Lesson 6: Arithmetic Sequences

Property

A sequence is a function whose domain is the counting numbers.
A sequence can also be seen as an ordered list of numbers and each number in the list is a term.
A sequence may have an infinite number of terms (infinite sequence) or a finite number of terms (finite sequence).
The notation $a_n$ represents the $n$th term of the sequence.

Examples

• Write the first four terms of the sequence with general term $a_n = 3n + 2$. The terms are $a_1 = 3(1)+2=5$, $a_2 = 3(2)+2=8$, $a_3 = 3(3)+2=11$, and $a_4 = 3(4)+2=14$. The sequence is $5, 8, 11, 14, \ldots$.

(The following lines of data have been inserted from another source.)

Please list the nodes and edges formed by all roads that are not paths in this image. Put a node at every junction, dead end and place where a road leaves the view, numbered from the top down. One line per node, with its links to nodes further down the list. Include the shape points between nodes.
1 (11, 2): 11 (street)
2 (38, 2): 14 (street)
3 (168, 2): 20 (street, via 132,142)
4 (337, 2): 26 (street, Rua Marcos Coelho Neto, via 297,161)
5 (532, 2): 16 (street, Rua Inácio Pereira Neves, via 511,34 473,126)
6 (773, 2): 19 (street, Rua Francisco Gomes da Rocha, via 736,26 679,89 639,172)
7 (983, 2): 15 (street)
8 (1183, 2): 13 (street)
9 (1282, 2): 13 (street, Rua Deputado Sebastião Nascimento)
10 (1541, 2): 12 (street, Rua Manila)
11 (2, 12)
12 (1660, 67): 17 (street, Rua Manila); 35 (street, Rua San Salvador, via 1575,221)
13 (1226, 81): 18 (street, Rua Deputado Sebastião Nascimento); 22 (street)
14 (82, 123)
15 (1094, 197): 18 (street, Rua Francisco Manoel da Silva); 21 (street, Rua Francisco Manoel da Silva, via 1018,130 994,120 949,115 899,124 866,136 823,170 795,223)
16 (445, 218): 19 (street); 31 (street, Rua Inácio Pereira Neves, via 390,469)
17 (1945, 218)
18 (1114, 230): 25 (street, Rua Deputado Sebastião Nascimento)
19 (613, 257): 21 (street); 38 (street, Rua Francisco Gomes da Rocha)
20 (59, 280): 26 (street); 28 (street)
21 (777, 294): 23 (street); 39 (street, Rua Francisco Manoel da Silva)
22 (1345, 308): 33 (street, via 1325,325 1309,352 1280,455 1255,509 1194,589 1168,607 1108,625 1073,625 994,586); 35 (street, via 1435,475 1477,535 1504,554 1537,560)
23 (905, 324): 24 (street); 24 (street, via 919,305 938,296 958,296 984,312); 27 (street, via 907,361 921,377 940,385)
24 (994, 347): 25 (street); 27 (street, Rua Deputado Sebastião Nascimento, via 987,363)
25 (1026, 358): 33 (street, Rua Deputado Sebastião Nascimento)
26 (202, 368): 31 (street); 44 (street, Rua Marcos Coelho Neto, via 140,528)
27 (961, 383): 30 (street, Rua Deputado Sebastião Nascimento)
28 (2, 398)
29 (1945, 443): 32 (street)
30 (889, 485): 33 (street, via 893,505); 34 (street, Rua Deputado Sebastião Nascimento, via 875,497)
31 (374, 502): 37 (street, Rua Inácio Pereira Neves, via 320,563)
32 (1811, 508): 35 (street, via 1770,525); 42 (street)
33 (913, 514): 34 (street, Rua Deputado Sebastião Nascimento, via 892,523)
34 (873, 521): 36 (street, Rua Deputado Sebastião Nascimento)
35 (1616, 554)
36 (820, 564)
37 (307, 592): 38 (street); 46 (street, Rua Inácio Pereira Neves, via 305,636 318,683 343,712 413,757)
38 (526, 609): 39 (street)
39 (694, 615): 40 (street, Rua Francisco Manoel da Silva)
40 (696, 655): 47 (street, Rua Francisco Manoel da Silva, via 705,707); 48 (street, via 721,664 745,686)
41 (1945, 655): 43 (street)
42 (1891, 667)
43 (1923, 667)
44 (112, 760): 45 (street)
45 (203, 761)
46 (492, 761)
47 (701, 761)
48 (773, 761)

• Write the first four terms of the sequence with general term $a_n = (-1)^n(n+1)$. The terms are $a_1 = (-1)^1(1+1)=-2$, $a_2 = (-1)^2(2+1)=3$, $a_3 = (-1)^3(3+1)=-4$, and $a_4 = (-1)^4(4+1)=5$. The sequence is $-2, 3, -4, 5, \ldots$.

Property

An arithmetic sequence is a sequence where the difference between consecutive terms is always the same.

The difference between consecutive terms, $a_n - a_{n-1}$, is $d$, the common difference, for $n$ greater than or equal to two.

Examples

• The sequence $6, 11, 16, 21, 26, \ldots$ is arithmetic because the difference is always 5. The common difference is $d=5$.